What's So Funny? by Donald E Westlake

What's So Funny? by Donald E Westlake

Author:Donald E Westlake
Language: eng
Format: mobi
Tags: det_irony
Published: 2011-02-10T03:44:43.312000+00:00


34

A BLUSTERY SUNDAY IN March, and Dortmunder and Kelp trudged back across the snowy warehouse roof, following their own reversed footsteps toward the distant fire escape. They were dressed in black parkas with the hoods up, black wool trousers, black leather gloves and black boots, and the wind snaked through it all anyway. The plastic backpacks they wore, also black, were just as empty as when they'd come up onto this roof, and they were going to stay that way, at least for today.

It was Kelp who'd lined up the customer for the video games said to be stacked like candy bars in the warehouse below, and it was this customer who'd told them everything they needed to know to effect entry to the place from above. Everything, that is, except the existence of the two pit bulls down there, gleaming like devils in the safety light.

At first, Kelp had suggested they might be a hologram: "It's a video game place, why not?"

"Go down and pet one," Dortmunder suggested, so that was that. While the pit bulls stared upward, yearning to be best friends but unable to climb the steel rungs mounted on the wall, Dortmunder and Kelp quietly closed the trapdoor they'd opened and turned back, empty-handed. Days like this one could be discouraging.

All at once the opening chords of Beethoven's Ninth burst across the windy air. Dortmunder dropped to the snowy roof, staring around in panic for the orchestra, and then realized Kelp was fumbling in his trouser pocket and murmuring, "Sorry, sorry."

"Sorry?"

"It's my new ringtone," Kelp explained while, without a pause, the invisible orchestra leaped back to the beginning and started all over again.

"Ringtone."

"I usually," Kelp said, finally managing to drag the cell phone out of his pocket, "keep it on vibrate."

"I don't want to know about it," Dortmunder said.

Kelp made the racket go away, put the machine to his head, and said, "Hello?"
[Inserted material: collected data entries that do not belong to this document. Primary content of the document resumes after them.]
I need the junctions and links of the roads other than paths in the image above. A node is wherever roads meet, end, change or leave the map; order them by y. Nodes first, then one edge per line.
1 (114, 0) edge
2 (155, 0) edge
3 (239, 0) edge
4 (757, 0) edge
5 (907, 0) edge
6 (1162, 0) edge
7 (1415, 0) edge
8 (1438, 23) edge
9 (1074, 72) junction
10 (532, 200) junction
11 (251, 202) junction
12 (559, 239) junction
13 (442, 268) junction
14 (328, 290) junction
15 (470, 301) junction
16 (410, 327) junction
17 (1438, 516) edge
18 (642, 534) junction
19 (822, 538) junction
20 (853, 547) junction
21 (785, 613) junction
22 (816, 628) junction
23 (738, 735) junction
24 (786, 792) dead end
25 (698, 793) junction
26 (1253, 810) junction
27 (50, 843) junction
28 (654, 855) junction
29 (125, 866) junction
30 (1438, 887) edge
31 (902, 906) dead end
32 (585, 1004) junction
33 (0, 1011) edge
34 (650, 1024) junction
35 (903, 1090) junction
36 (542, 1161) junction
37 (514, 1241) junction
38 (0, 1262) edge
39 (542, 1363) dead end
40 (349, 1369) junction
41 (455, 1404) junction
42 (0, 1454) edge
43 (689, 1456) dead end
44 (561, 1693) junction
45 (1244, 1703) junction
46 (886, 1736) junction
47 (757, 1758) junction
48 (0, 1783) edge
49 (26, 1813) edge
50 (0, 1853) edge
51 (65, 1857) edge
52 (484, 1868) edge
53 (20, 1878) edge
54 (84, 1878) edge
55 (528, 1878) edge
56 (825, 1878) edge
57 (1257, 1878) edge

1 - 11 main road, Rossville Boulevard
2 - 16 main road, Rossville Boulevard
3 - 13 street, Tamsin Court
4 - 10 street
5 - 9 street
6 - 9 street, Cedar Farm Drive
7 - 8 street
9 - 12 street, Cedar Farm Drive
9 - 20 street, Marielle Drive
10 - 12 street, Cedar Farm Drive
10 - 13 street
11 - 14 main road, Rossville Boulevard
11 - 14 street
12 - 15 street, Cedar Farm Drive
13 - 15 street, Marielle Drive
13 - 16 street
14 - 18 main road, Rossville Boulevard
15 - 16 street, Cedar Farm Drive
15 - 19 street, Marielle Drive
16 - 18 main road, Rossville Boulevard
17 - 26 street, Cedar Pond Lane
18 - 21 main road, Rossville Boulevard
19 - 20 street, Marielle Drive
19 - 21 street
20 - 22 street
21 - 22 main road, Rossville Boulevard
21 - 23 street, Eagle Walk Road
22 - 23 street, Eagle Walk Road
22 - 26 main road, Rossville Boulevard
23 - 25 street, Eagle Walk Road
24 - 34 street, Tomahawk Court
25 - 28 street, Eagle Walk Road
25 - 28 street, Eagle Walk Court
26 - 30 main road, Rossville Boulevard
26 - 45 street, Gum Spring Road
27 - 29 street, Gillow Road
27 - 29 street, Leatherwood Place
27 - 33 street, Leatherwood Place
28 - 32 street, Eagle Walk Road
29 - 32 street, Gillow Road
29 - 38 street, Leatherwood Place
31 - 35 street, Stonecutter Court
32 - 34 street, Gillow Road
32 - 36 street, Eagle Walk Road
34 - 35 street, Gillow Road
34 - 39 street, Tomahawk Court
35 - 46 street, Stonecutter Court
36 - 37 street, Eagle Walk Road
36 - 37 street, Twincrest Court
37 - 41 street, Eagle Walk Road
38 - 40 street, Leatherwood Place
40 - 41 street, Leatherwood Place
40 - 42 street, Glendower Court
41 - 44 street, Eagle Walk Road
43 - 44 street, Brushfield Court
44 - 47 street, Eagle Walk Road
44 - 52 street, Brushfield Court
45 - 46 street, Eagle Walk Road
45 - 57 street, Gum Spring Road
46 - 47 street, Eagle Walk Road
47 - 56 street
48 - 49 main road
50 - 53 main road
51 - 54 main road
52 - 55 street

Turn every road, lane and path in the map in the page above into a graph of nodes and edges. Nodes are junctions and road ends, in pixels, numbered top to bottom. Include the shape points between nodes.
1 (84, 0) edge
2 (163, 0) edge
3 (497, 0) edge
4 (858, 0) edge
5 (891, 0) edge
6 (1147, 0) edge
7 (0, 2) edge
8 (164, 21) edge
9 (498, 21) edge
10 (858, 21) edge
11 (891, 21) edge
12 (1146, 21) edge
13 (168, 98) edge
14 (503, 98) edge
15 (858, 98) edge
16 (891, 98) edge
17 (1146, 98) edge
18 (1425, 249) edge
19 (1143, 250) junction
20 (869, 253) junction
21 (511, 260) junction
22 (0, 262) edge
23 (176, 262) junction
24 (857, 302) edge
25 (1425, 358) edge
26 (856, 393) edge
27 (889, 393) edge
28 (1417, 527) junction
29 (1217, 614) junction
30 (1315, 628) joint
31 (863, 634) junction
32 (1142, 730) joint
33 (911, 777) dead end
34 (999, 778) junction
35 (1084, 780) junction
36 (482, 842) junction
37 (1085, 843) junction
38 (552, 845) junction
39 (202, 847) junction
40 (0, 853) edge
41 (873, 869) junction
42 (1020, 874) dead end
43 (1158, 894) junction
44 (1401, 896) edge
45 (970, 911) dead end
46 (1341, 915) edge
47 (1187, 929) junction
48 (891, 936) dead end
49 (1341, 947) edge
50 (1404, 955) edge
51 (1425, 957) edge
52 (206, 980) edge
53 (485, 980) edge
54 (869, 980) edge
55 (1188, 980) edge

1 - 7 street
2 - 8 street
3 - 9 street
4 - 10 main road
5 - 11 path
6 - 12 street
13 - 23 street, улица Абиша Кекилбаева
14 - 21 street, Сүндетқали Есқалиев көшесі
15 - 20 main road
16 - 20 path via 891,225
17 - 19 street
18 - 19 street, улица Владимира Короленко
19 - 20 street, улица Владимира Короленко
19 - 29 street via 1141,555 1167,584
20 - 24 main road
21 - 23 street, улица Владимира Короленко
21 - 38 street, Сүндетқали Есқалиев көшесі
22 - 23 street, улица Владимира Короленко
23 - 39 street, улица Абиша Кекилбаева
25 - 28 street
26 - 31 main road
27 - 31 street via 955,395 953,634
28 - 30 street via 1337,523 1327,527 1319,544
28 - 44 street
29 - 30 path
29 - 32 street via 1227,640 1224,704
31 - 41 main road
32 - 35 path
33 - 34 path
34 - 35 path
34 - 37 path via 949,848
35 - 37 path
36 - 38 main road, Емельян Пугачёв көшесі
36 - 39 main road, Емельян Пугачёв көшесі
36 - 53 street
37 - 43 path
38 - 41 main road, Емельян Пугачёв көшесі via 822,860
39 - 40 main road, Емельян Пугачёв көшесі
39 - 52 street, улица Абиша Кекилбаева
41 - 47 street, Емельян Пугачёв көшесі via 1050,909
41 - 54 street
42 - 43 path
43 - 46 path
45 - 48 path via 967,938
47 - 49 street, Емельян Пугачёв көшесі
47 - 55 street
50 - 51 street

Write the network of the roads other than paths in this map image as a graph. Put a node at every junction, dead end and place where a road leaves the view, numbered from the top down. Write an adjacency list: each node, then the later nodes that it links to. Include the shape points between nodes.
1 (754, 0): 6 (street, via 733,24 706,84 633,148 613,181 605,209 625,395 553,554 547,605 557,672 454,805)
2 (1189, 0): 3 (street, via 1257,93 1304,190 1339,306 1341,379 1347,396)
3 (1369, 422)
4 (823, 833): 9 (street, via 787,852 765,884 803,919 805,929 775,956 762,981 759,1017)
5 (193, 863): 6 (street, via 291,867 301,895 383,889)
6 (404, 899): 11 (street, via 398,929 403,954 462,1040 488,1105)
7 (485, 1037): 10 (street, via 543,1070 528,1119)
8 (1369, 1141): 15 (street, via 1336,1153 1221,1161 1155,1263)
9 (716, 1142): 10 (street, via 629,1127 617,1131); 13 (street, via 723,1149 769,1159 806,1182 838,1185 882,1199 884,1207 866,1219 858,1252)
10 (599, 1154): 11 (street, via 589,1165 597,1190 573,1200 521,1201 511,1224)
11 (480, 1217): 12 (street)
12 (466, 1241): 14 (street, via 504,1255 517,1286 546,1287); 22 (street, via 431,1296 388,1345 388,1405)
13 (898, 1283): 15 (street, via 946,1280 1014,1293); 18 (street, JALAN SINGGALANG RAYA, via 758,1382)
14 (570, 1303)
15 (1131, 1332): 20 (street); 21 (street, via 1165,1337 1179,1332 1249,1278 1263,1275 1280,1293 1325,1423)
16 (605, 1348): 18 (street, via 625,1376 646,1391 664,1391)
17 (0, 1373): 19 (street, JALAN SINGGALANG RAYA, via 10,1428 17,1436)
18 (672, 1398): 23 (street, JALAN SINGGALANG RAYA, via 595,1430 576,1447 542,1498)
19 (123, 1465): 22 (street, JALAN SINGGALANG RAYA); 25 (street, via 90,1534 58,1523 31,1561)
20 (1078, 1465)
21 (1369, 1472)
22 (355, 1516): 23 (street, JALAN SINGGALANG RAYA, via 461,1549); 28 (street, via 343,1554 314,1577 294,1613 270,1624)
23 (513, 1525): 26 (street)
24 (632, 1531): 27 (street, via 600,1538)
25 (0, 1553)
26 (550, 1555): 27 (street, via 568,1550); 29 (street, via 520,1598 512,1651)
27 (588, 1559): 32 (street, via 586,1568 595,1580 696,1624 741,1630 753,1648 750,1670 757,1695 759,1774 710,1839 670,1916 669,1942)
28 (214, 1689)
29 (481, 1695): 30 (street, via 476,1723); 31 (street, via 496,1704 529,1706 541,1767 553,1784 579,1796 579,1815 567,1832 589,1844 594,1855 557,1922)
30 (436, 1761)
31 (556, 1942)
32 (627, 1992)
Dortmunder turned away, brushing himself free of dirty snow and reorienting himself vis-a-vis the fire escape, when Kelp said, "Yeah, hold on, wait a minute," then extended the phone toward Dortmunder with a very strange expression on his face: "It's for you."

Dortmunder didn't believe it. "For me? Whadaya mean? People don't go around calling me on roofs!"

"He doesn't know where you are," Kelp said. "It's Eppick. Come on, it's for you."

Eppick. Dortmunder hadn't thought of that guy in three months, and had been perfectly prepared to never think of him again, but here was this phone, on this roof, with snowy wind all around, and he was supposed to talk to Johnny Eppick For Hire.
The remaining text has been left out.